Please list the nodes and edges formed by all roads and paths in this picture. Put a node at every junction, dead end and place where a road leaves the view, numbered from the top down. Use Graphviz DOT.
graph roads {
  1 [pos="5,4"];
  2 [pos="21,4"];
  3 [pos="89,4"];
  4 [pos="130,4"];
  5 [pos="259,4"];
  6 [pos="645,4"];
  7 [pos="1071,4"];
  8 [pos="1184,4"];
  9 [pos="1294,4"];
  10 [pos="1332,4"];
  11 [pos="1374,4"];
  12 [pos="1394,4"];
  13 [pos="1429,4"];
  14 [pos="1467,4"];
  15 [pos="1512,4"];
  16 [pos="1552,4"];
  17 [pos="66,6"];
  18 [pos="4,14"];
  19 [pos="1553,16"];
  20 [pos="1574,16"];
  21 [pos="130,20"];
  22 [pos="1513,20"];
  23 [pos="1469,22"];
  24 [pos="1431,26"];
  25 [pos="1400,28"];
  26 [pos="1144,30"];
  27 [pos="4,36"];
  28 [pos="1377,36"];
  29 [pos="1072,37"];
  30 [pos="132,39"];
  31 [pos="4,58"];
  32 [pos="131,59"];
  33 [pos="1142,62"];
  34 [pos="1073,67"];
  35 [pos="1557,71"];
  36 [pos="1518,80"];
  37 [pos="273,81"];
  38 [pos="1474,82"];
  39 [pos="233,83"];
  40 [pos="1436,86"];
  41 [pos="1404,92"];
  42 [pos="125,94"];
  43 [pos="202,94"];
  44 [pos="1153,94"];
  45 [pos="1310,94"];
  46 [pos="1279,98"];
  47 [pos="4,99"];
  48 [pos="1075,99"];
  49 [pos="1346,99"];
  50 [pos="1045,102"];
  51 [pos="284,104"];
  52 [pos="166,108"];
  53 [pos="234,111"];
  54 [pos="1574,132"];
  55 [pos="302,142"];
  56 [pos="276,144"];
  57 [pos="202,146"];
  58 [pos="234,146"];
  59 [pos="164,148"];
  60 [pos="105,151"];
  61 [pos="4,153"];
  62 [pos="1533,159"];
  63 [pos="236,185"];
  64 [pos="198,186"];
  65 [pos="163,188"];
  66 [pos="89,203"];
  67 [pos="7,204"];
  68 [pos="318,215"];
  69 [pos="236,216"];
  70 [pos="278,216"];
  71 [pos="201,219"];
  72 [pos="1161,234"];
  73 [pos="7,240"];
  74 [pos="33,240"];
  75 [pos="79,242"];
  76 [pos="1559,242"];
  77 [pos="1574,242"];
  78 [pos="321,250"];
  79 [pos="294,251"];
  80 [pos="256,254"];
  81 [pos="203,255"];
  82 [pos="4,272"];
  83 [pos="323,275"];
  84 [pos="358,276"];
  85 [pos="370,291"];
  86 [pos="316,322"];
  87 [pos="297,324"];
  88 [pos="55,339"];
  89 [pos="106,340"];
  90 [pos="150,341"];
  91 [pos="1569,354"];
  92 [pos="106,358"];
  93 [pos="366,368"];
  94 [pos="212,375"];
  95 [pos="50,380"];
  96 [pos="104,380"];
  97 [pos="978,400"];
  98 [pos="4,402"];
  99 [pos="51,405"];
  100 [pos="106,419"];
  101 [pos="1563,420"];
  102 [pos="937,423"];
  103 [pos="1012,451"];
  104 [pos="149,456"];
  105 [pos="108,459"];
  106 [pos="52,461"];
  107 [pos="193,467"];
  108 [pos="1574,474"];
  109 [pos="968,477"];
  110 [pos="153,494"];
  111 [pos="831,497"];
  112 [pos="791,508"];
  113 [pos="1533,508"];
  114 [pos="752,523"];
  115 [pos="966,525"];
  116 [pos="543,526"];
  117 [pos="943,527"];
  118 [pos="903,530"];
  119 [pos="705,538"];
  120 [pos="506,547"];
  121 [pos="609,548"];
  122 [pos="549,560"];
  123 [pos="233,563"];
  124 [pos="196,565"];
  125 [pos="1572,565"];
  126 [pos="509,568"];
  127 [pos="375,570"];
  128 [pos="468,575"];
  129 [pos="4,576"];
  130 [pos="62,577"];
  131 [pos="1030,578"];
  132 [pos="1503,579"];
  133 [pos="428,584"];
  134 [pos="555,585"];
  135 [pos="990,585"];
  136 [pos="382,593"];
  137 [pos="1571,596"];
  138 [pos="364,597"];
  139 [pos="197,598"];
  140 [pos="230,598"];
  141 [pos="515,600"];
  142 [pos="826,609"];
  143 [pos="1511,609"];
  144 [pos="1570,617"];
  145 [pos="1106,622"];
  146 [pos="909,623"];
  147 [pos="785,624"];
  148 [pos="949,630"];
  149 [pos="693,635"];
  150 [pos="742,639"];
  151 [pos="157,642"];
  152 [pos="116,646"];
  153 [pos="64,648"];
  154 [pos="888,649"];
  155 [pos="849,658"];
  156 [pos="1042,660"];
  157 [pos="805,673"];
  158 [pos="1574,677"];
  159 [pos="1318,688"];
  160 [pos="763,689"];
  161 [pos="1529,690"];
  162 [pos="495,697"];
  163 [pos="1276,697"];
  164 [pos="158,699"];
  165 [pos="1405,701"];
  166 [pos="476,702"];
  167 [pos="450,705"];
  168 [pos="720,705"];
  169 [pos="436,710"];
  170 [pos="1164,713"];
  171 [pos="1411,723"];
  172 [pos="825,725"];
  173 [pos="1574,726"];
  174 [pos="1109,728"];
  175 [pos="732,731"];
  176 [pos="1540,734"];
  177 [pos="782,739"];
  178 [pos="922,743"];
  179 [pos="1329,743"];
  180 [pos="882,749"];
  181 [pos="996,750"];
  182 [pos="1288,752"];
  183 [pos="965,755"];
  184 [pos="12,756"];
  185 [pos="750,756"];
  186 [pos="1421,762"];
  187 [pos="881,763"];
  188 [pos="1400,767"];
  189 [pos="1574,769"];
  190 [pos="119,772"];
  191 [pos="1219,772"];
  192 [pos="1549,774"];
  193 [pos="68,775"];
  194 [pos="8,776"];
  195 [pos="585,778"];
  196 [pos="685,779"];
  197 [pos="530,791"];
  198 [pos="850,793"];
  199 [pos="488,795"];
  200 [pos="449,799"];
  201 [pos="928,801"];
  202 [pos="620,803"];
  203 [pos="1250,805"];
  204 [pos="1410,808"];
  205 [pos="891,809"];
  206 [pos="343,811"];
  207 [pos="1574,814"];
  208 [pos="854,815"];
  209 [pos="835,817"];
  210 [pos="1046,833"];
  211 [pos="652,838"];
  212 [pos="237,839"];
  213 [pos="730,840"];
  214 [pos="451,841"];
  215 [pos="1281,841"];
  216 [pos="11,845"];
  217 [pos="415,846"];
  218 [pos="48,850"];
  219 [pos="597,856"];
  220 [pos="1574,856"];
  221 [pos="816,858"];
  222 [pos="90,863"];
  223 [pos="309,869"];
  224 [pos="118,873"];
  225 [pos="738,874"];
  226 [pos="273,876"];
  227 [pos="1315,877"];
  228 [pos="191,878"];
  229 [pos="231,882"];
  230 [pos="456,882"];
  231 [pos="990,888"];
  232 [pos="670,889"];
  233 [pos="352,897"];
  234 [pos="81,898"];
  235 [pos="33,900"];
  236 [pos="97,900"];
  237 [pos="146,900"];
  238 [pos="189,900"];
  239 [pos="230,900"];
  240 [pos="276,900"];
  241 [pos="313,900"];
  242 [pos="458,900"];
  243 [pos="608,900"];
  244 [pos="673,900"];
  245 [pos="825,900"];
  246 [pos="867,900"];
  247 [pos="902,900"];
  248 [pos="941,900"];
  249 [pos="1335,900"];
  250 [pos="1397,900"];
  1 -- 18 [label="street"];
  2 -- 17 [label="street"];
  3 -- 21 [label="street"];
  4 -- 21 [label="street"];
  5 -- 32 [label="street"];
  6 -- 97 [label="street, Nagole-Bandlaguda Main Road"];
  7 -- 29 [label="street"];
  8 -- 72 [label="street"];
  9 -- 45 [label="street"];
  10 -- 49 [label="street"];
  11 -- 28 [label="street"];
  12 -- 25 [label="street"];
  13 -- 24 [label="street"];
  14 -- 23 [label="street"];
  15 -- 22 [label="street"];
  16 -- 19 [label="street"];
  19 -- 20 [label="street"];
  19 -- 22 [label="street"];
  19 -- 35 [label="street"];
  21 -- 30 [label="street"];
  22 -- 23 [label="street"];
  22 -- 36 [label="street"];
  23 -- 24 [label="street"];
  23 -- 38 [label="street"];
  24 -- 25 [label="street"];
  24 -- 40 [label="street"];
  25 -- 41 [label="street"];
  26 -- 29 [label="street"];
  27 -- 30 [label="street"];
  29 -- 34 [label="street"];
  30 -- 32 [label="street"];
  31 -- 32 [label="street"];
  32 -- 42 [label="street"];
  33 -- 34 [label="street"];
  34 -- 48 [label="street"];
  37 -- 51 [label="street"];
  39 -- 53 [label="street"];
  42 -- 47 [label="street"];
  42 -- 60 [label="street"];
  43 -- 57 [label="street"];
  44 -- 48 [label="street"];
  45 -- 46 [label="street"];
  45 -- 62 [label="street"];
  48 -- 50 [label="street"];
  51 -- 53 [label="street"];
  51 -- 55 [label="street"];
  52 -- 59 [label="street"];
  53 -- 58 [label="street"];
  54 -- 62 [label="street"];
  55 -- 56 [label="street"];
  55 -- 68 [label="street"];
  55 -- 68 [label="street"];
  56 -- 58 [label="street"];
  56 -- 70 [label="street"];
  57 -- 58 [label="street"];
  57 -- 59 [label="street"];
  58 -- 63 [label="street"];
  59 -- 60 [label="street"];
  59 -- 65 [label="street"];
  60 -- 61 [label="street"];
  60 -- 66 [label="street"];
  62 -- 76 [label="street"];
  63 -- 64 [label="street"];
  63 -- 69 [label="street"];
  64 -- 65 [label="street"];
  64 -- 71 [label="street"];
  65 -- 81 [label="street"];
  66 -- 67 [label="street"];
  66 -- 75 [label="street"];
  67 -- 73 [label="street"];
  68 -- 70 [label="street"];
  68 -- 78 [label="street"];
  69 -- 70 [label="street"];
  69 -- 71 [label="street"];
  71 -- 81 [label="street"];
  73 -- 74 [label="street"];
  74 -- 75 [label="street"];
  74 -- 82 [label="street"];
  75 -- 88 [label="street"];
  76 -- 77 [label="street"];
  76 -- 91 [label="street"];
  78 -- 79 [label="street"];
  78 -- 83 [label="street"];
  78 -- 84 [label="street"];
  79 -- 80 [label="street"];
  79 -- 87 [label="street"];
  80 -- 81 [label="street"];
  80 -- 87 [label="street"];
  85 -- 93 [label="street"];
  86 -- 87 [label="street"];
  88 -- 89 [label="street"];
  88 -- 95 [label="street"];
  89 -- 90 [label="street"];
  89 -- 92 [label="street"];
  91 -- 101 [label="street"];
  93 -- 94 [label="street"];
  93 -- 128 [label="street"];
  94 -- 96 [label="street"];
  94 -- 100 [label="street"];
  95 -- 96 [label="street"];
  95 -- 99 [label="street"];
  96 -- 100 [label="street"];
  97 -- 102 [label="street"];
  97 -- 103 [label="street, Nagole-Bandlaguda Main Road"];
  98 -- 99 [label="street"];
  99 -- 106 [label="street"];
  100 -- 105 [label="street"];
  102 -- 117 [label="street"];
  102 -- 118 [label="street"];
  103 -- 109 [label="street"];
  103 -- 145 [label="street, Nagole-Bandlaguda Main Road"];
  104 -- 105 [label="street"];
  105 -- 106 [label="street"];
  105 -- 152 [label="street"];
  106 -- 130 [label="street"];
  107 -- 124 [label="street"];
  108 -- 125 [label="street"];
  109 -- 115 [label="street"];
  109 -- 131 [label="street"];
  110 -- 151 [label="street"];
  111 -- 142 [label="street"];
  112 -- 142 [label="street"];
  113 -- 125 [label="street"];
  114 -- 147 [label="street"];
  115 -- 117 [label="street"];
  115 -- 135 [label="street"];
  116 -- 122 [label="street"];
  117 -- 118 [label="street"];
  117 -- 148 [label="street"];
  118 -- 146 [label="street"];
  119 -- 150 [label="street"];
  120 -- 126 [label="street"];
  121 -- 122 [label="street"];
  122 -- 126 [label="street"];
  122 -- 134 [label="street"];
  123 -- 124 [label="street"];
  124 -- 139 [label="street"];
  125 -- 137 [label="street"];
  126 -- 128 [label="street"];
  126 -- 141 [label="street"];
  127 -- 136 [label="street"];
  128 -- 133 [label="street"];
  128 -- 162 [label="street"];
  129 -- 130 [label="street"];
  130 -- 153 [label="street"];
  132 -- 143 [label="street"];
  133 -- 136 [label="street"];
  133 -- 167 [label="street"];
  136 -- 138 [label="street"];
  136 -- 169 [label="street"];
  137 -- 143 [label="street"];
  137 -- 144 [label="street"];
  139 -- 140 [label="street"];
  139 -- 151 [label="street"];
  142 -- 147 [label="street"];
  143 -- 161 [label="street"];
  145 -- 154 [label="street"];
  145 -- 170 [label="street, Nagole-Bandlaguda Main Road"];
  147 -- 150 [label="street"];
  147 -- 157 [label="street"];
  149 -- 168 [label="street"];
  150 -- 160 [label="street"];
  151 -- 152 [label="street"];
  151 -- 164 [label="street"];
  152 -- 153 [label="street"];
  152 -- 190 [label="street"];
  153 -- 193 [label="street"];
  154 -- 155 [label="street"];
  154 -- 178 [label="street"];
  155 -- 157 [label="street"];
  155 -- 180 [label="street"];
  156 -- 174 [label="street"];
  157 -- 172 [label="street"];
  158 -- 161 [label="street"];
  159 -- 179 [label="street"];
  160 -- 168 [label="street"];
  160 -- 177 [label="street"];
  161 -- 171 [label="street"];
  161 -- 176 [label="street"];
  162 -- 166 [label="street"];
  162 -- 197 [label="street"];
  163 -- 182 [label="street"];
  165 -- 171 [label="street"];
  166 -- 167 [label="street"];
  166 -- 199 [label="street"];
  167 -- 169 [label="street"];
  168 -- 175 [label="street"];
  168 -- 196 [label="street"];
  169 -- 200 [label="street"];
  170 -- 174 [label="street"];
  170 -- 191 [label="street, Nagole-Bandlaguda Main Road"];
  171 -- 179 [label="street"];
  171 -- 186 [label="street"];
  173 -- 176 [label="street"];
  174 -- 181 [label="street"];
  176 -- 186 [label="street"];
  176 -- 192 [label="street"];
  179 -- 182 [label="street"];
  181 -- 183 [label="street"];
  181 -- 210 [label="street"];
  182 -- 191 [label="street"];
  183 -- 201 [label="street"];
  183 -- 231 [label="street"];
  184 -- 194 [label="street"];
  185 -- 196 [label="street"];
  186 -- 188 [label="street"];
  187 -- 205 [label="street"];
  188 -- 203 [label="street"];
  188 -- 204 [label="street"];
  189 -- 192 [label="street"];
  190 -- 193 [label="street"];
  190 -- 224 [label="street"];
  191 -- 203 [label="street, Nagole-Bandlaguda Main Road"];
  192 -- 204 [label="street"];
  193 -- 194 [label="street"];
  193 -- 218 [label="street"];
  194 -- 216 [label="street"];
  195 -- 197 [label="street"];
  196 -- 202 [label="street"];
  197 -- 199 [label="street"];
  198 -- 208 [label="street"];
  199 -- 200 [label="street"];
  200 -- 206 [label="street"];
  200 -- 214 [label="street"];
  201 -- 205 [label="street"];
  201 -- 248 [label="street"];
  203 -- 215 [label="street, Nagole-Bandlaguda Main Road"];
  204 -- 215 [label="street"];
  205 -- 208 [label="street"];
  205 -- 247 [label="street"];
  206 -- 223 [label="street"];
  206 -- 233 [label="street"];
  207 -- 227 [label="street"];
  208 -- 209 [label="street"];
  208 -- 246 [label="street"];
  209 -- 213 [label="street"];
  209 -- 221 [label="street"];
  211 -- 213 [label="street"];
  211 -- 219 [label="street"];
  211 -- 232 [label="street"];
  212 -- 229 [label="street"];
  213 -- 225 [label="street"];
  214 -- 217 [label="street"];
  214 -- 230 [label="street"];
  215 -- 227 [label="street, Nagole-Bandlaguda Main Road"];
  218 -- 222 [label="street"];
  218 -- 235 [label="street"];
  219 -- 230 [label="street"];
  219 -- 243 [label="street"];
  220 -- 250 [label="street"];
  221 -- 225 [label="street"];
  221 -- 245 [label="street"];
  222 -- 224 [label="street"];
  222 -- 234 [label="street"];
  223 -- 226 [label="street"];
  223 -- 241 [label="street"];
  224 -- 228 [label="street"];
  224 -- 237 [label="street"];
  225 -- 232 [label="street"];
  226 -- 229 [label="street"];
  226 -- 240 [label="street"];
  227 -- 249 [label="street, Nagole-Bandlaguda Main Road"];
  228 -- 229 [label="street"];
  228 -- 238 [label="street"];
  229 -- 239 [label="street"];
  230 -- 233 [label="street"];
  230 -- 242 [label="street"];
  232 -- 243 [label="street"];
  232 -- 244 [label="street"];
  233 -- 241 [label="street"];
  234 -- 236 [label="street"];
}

□ □ □ □ □ □ □

__TASK BRIEF__:
Filter the listing above for lines with the word "Bandlaguda", and copy each one you find.

__EXPECTED ANSWER__:
  6 -- 97 [label="street, Nagole-Bandlaguda Main Road"];
  97 -- 103 [label="street, Nagole-Bandlaguda Main Road"];
  103 -- 145 [label="street, Nagole-Bandlaguda Main Road"];
  145 -- 170 [label="street, Nagole-Bandlaguda Main Road"];
  170 -- 191 [label="street, Nagole-Bandlaguda Main Road"];
  191 -- 203 [label="street, Nagole-Bandlaguda Main Road"];
  203 -- 215 [label="street, Nagole-Bandlaguda Main Road"];
  215 -- 227 [label="street, Nagole-Bandlaguda Main Road"];
  227 -- 249 [label="street, Nagole-Bandlaguda Main Road"];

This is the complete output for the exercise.